In her book, Hrdy strips away stereotypes and gender-biased myths to demonstrate that traditional views of maternal behavior are essentially wishful thinking codified as objective observation. As Hrdy argues, far from being “selfless,” successful primate mothers have always combined nurturing with ambition, mother love with sexual love, ambivalence with devotion. In fact all mothers, in the struggle to guarantee both their own survival and that of their offspring, deal nimbly with competing demands and conflicting strategies.

It is any parent’s job to nurture the child’s nature. While my two sons are mash-ups of the same genetics, they are each quite different from one another. As parents, it is our job to respect their individual differences. It is our job to provide the nurturing most appropriate for their innate personalities.

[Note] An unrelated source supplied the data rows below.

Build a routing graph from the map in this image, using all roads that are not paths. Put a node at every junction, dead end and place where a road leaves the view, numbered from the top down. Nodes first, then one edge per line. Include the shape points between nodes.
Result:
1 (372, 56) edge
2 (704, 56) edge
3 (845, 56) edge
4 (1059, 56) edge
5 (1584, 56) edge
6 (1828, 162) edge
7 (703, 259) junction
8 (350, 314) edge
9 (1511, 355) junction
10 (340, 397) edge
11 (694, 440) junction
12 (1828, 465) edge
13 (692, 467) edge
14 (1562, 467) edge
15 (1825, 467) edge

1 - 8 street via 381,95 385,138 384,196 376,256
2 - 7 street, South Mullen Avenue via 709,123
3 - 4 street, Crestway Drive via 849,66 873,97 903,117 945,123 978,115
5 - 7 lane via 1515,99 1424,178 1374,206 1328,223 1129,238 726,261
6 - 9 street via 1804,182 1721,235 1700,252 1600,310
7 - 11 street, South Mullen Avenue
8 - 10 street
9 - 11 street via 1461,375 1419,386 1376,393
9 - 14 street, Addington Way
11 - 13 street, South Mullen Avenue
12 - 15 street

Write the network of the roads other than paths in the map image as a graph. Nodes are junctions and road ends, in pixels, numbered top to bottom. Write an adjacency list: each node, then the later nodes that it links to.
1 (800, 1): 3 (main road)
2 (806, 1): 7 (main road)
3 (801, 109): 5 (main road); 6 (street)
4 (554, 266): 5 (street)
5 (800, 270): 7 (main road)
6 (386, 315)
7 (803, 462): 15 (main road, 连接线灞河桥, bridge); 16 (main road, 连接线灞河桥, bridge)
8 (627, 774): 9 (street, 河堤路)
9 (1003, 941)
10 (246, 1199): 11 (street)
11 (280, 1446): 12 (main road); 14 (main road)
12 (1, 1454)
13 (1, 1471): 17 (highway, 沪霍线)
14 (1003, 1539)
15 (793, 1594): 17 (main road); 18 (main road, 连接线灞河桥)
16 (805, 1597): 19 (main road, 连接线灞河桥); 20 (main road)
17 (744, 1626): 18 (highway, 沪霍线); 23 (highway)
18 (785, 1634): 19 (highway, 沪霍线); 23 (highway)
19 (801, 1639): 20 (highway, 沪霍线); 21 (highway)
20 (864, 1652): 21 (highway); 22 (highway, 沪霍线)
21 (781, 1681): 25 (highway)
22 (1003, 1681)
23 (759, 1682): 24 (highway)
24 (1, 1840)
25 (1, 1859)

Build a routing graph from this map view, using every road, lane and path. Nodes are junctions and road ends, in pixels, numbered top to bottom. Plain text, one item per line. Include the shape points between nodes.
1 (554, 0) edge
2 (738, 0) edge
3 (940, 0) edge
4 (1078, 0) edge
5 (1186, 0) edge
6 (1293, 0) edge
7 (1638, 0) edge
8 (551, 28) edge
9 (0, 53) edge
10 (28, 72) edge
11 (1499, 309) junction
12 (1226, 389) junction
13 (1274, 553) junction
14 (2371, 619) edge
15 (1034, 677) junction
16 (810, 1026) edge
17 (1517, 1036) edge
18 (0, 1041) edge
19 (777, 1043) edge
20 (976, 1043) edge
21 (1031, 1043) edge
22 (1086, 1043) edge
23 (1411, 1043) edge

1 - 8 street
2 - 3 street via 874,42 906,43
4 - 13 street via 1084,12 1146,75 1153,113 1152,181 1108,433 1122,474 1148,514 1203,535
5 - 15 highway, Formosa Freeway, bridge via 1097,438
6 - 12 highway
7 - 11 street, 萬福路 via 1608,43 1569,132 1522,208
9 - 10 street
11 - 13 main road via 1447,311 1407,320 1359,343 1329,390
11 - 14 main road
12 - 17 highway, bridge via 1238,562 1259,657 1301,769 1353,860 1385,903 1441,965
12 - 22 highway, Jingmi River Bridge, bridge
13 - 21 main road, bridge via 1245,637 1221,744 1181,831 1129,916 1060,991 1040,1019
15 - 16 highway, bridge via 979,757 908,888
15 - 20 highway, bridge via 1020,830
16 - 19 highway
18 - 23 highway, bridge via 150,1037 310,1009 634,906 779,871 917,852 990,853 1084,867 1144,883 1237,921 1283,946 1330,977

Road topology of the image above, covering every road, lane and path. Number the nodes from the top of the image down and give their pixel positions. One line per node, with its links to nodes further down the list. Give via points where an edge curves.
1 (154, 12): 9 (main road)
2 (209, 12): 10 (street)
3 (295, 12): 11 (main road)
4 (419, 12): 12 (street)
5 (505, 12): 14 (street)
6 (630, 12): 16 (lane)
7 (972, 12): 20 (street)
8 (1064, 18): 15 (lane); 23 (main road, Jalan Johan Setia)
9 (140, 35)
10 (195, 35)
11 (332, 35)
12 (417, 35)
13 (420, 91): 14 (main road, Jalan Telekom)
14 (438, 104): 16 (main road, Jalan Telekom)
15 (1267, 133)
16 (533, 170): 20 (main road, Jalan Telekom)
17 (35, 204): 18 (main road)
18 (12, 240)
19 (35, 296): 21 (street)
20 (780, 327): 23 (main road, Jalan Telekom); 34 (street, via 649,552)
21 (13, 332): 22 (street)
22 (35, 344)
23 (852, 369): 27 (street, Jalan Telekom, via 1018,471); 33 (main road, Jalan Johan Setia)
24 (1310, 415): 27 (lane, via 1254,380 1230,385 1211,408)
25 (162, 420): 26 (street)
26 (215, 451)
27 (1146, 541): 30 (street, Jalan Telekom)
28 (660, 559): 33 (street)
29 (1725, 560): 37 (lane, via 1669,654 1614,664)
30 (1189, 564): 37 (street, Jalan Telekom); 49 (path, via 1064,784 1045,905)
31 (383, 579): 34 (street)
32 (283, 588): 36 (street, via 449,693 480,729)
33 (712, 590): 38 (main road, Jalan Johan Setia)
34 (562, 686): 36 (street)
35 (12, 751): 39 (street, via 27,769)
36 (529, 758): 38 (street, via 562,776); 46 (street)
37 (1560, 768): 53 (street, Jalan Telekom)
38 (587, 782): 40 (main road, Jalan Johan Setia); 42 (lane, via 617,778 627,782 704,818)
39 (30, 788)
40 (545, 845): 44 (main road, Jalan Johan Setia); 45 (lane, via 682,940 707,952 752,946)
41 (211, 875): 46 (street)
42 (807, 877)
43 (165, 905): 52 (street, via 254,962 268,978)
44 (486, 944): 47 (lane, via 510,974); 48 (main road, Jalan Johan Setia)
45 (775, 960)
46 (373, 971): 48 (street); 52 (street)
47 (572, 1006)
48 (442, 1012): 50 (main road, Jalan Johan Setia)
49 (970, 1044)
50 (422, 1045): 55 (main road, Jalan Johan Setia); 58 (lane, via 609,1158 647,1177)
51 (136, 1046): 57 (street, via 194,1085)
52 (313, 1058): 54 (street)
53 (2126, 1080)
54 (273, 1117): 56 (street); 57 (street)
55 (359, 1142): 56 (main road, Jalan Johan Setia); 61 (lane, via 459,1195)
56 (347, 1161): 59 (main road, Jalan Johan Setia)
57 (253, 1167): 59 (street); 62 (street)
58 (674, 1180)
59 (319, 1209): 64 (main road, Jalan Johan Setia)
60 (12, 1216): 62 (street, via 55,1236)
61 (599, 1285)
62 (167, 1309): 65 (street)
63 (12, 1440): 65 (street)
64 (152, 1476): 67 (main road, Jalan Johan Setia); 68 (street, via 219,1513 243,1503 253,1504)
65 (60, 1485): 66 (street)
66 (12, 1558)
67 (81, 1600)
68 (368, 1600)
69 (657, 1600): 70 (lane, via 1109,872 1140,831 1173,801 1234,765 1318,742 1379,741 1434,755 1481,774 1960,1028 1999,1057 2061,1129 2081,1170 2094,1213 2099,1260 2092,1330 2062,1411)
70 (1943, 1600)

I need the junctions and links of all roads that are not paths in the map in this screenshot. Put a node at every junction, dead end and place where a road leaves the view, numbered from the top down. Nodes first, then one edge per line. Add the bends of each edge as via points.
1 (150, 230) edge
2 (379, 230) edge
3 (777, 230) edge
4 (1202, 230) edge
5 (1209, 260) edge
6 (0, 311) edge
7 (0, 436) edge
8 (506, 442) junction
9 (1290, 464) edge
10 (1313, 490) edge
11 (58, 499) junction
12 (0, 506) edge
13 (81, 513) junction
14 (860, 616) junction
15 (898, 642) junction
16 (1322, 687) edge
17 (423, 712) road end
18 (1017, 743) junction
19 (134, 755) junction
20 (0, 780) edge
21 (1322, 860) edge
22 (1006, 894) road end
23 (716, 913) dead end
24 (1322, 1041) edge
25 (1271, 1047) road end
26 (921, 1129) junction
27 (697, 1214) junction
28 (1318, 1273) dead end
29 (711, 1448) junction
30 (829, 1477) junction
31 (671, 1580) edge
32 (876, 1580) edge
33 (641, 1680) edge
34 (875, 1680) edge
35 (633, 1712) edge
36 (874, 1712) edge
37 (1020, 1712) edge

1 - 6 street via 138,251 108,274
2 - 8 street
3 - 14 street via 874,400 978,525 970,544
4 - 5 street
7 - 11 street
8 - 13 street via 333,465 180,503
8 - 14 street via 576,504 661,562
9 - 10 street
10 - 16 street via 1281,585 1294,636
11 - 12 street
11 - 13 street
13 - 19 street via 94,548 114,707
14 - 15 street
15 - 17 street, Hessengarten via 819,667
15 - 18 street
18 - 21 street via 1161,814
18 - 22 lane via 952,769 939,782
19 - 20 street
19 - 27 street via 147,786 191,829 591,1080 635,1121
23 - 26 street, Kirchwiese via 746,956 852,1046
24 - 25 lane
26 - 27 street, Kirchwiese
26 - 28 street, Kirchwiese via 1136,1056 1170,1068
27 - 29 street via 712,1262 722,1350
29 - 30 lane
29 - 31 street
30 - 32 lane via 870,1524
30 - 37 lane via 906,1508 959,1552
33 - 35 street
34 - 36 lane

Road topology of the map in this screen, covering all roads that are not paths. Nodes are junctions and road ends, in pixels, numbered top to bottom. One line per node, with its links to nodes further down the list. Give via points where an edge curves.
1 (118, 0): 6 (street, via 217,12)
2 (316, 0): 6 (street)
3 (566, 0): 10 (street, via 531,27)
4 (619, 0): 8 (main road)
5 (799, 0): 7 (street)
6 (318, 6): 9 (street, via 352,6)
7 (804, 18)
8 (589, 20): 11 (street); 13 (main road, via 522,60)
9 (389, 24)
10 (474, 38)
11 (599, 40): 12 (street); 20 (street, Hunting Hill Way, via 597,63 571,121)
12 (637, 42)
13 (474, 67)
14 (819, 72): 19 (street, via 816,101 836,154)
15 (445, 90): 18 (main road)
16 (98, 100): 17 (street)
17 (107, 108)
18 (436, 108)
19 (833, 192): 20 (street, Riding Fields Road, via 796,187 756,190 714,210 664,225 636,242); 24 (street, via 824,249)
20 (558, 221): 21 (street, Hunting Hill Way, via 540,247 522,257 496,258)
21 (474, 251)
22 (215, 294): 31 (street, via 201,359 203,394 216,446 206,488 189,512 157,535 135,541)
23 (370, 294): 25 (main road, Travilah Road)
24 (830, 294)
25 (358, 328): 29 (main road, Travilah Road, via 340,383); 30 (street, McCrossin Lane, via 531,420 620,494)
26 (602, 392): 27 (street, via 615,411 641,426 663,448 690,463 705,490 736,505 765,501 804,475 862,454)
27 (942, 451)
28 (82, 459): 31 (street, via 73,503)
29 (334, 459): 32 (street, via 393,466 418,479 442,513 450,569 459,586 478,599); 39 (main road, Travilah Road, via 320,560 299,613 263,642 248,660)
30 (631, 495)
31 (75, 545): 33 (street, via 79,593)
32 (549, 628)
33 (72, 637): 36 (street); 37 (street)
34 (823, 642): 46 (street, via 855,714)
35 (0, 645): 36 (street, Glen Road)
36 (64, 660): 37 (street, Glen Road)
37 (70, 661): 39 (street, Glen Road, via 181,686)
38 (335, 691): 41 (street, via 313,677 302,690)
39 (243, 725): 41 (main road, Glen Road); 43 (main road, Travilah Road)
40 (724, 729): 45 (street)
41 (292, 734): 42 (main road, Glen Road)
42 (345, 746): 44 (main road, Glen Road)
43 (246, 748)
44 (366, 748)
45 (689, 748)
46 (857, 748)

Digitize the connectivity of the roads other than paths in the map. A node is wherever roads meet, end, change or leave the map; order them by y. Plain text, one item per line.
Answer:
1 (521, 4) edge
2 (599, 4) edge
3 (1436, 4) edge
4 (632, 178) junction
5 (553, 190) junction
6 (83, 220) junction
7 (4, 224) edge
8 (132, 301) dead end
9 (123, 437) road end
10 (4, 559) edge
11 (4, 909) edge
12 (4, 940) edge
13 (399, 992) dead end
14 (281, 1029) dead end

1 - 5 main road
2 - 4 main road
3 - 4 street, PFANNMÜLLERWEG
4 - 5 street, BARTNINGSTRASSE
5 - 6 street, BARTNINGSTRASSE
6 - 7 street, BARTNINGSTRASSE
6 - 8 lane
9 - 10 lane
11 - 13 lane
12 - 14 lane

A genetic connection allows parental recognition that yields useful insights about how we handle certain situations. Our boys are their natures. That’s the essence of who they are. We hope they enter adulthood with a solid sense of self and identity.

The adoption system is not set up to help adoptees understand or connect to their own natures and true selves in any way. It’s an identity and sense-of-self guessing game.

The adoptive parents are unable to offer a genetic connection insight. Adoptive parents are required to nurture a nature that is unfamiliar and new to them.

There are unique needs to parenting an adoptee. If there are expectations that the adoptee is able to go against their essence, it can become a struggle.

Nature is with all of us from the moment we are conceived. Each of us is programmed by the genetics and the womb that we grew to independence through.

Raising an adopted child is not the same as raising a natural child.

The most successful adoptive parents find a way to step back and observe the child they are raising so that they can encourage the child’s nature to blossom.

It is NOT a competition. Nurture does not need to fight against nature in a battle of wills to win it’s perspective. A child’s nature only needs to be nurtured in a way that is respectful with an understanding of their life’s circumstances.